The centenary of World War 1 has been well marked; time to look at the ephemera of other war events. The atom bomb was dropped on Hiroshima and then Nagasaki on 6 August and 9 August 1945.
Here is ephemera from around the world about the bombing; this takes the form of anti war posters that speak for themselves and posters for rallies.

The posters range from the ‘made by the organisation’ to the work of local designers such as Toni Robertson and Chips Mackinolty.

The National Gallery of Australia’s online catalogue notes:
The political poster movement in Australia was at its height in the 1970s, supporting anti-war, anti-uranium, pro-land rights and pro-feminist causes. Members of the Earthworks Poster Collective, opposed to the egotism of individual artistic fame, worked from the Tin Sheds (University of Sydney Art Workshop). In Daddy what did you do in the nuclear war? Toni Robertson and Chips Mackinolty appropriated a British recruiting poster from the First World War, adapting the children’s bodies to reflect the genetic consequences of radiation.
Christine Dixon
Place made: The Tin Sheds Art Workshop, University of Sydney, 162 City Road Darlington, Sydney, New South Wales, Australia
Materials & Technique: prints, poster, ink; paper screenprint, printed in colour inks, from multiple stencils
Impression: undesignated impression as issued
Edition: print run unknown
Primary Insc: No inscriptions.
Acknowledgement: Given in memory of Mitch Johnson 1988
(Apologies, we have not been able to publish a larger image of the poster below.)

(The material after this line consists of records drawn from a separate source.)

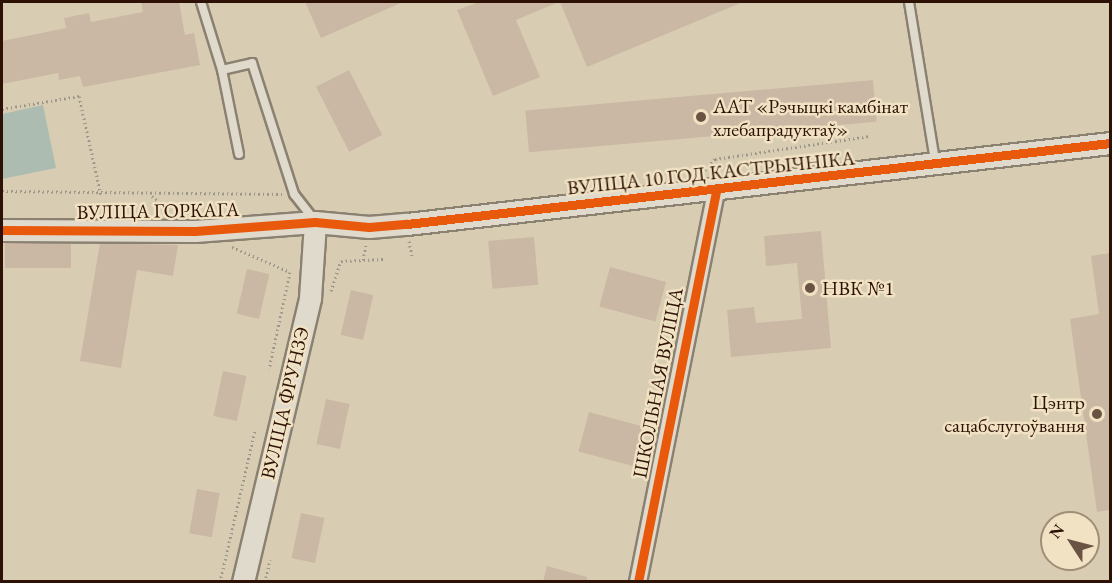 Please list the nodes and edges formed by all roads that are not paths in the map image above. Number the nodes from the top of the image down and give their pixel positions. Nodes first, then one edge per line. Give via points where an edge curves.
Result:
1 (201, 2) edge
2 (909, 2) edge
3 (222, 70) junction
4 (1110, 143) edge
5 (239, 154) dead end
6 (935, 165) junction
7 (716, 191) junction
8 (315, 222) junction
9 (2, 230) edge
10 (243, 582) edge
11 (638, 582) edge

1 - 3 lane
2 - 6 lane
3 - 5 lane
3 - 8 lane via 252,63 294,194
4 - 6 street, ВУЛІЦА 10 ГОД КАСТРЫЧНІКА
6 - 7 street, ВУЛІЦА 10 ГОД КАСТРЫЧНІКА
7 - 8 street, ВУЛІЦА 10 ГОД КАСТРЫЧНІКА via 369,227
7 - 11 street, ШКОЛЬНАЯ ВУЛІЦА
8 - 9 street, ВУЛІЦА ГОРКАГА via 195,231
8 - 10 street, ВУЛІЦА ФРУНЗЭ via 309,298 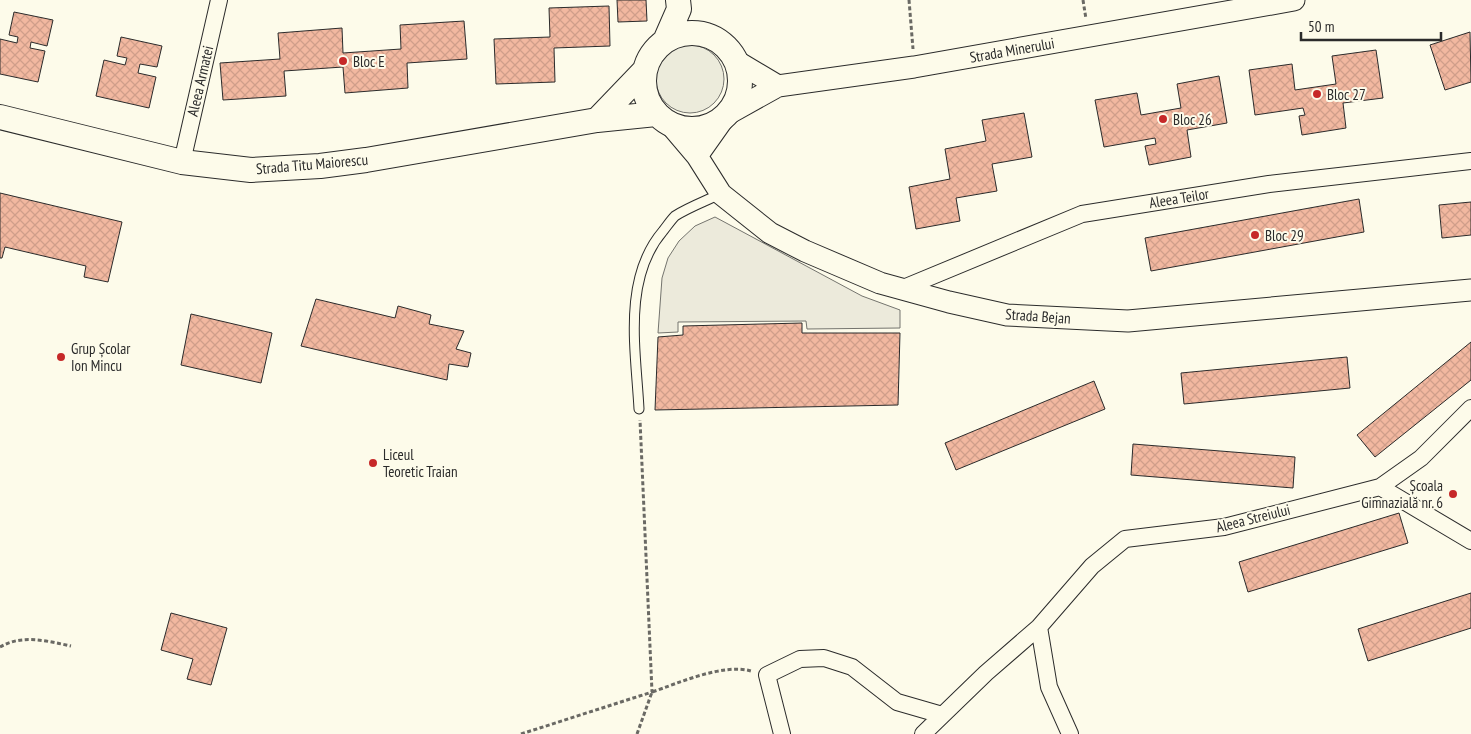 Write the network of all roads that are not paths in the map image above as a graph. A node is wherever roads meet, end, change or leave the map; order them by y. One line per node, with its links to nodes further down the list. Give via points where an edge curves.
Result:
1 (219, 0): 15 (street, Aleea Armatei)
2 (1294, 0): 8 (street, Strada Minerului, via 914,68)
3 (678, 5): 4 (main road); 5 (main road)
4 (708, 36): 5 (main road, via 690,33); 6 (main road, via 724,45)
5 (665, 41): 7 (main road, via 652,54)
6 (736, 61): 8 (street); 9 (main road, via 740,77 738,94)
7 (644, 71): 11 (main road, via 646,98); 12 (main road)
8 (778, 86): 9 (street)
9 (726, 115): 11 (main road, via 703,128 685,129); 13 (street)
10 (0, 117): 15 (main road, Strada Titu Maiorescu)
11 (662, 119): 12 (main road); 13 (street, Strada Bejan)
12 (597, 120): 15 (main road, Strada Titu Maiorescu, via 320,166 252,170)
13 (696, 156): 16 (street, Strada Bejan)
14 (1471, 161): 17 (street, Aleea Teilor, via 1269,184 1082,214)
15 (182, 162)
16 (721, 194): 17 (street, Strada Bejan, via 770,233 849,270); 20 (lane, via 674,217 654,240 643,261 637,283)
17 (902, 289): 18 (street, Strada Bejan, via 1007,315 1128,321)
18 (1471, 290)
19 (1471, 408): 21 (street, Aleea Streiului, via 1421,458)
20 (640, 409)
21 (1380, 487): 22 (street); 23 (street, Aleea Streiului, via 1224,527 1125,539 1092,566)
22 (1471, 540)
23 (1039, 628): 24 (street); 27 (street, via 1049,687)
24 (942, 715): 25 (street, via 897,702 852,667 824,658 800,659 767,676); 26 (street)
25 (782, 734)
26 (924, 734)
27 (1070, 734) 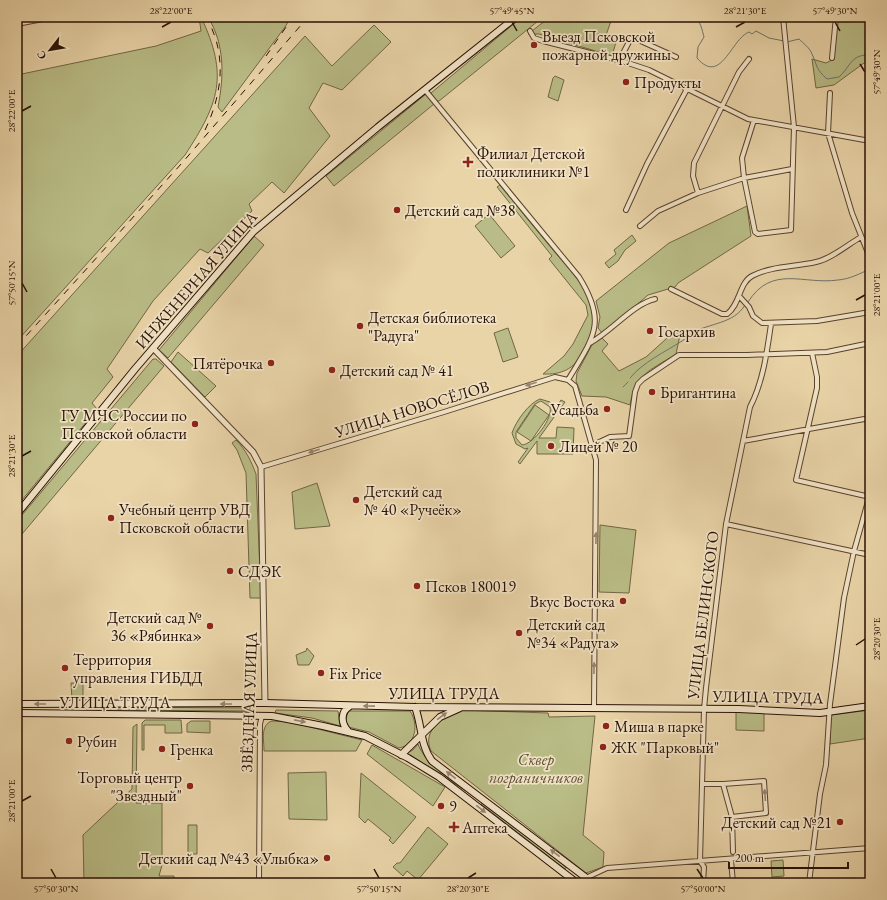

This poster was also produced at the Tin Sheds Art Workshop, University of Sydney, 162 City Road Darlington, Sydney, New South Wales, Australia. Materials & Technique: prints, poster, ink; paper screenprint, printed in colour inks, from multiple stencils Support: white woven litho paper. From the collection of the National Gallery of Australia.

![Stop the bombs, xeroxed flyer, size A4? Los Angeles, [1999].](https://ephemerasociety.org.au/wp-content/uploads/2015/08/antiwar_flyer1.jpg)

This poster was designed we think by American Betsy Cates.
This is a poster designed for the 55th anniversary of the attack on Hiroshima. The girl in the poster is Sadako who developed leukemia from the radiation of the atomic bomb that landed on Hiroshima in 1945. She wanted to make 1,000 paper planes to make a wish. Her wish was to be able to live. This poster shows how war does not only involve soldiers, but children and civilians as well. The flower represents how out of a bad situation hope blossomed.

Wikipedia advises that: Carlos Latuff is an Arab Brazilian freelance political cartoonist. His works deal with an array of themes, including anti-Zionism, anti-globalization, anti-capitalism, and anti-U.S. military intervention.


Recent photograph of banners, posters and fans in New York City rally.